Duffield, or The Way Things Are

On bodies, derision, and despair
By
Jonah Van der Linden
Illustration by Amelie Gurvitz

TtThere is long wind and thunder and the hard chalky night outside. And in the belly of Duffield, we are ionic: blistering and sparking, slithering hands through the slits of the vending machine and earning bruises that don’t justify free Snickers, that don’t heal because the body can’t pull itself back together on five hours of sleep.

The body has a relentless urge towards equilibrium: alignment, synthesis, neutralization, diffusion, atoms swimming and colliding, macrostructures heaving and disassembling, long tubules held taut like power lines; and it is wonderful, purposeful, directional, in theory. Tonight, the body desperately metabolizes and compromises until it is past three in Duffield and it has begun to feel delirious. 

The rain has trapped some people inside. Most of them engineering and computer science and some of them pre-meds. And possibly some others, anonymous. There is only so much time to starve and ricochet until all the Celsii in the building are drained and eyes are shuttering. And there is more to be done before morning (which is drawing so frighteningly close!). So,

lawlessness descends. Ardent theft of the vending machines, abandonment of social decorum. Loud music, snoring, snack bartering, charger swiping. There is the indignity of sweatpants and candy bars and disequilibrium. The body has to accept and incorporate these late tired nights. Static electricity, muscle tension. 

Cornell, the youngest Ivy, spins on an axis between the intimacy of the liberal arts and the hustle of land-grant style, industrialized STEM education. Twelve hours ago I was sitting in Zeus with friends from the humanities; and we drank chai lattes and they wore collared shirts and cardigans and commanded some of the intellect and dignity that flourishes under the sunlight of the Klarman atrium. Duffield is, correspondingly, the underworld that houses the vast mass of Cornell undergraduate engineering. THIS IS WHAT A CORNELL ENGINEER LOOKS LIKE, and it is a pale 19-year-old hunched over asleep in the big chairs on the west side of Duffield. 

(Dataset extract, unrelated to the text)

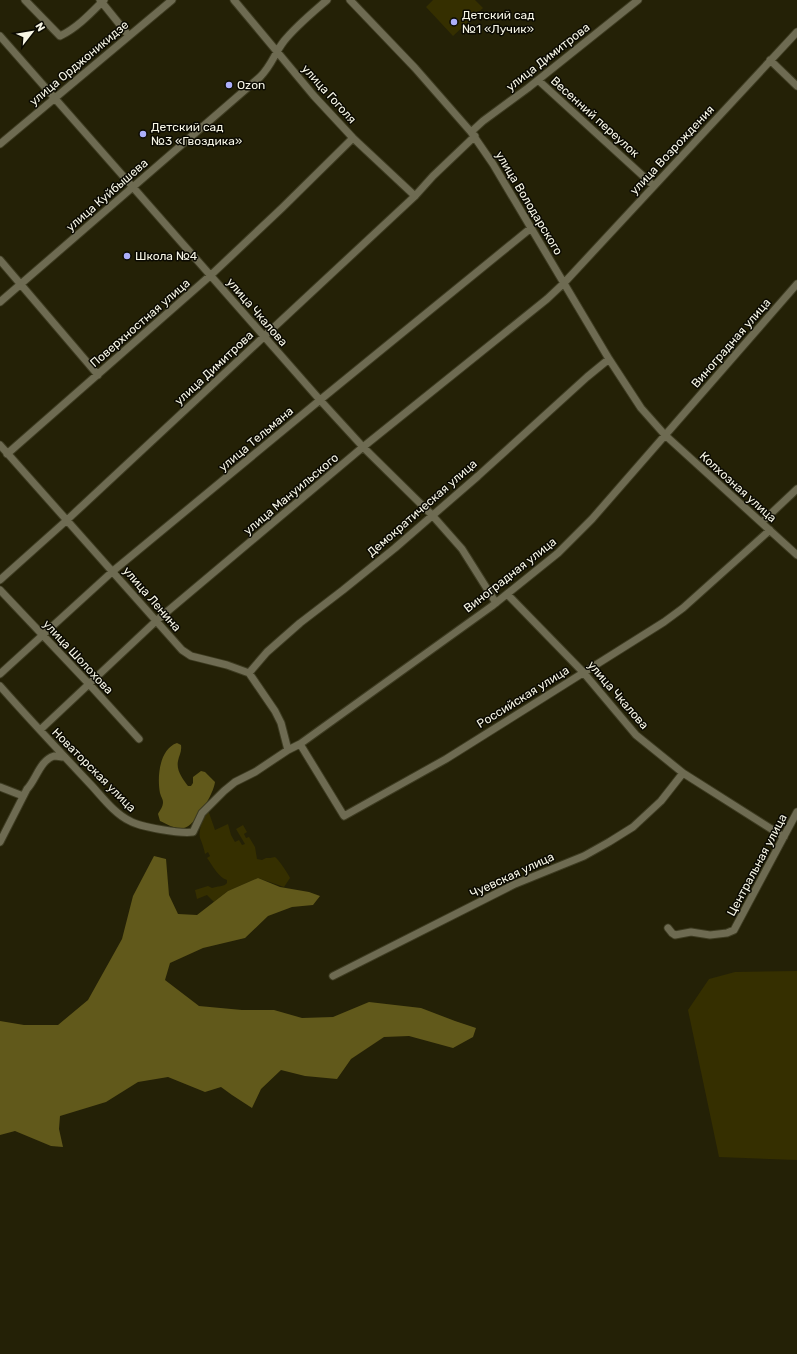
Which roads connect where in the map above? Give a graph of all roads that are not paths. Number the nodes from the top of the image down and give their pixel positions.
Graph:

It is nice to be able to access spaces like Zeus. It is nice to have an art museum on campus, to have big old buildings like McGraw Hall to disrupt the sleek uniformity of the south Central neighborhood. It is nice to hear “Evening Song” on the belltower every day. But these artifacts of art and culture are superfluous to the experience of a typical Cornell student, who is probably in CS or biology or engineering or an ag science; and who will probably be swallowed up into a 900-person weed out class that will make them seriously reconsider their life plans before the end of their first semester. The intimacy of the liberal arts education is lost to a relentless grind.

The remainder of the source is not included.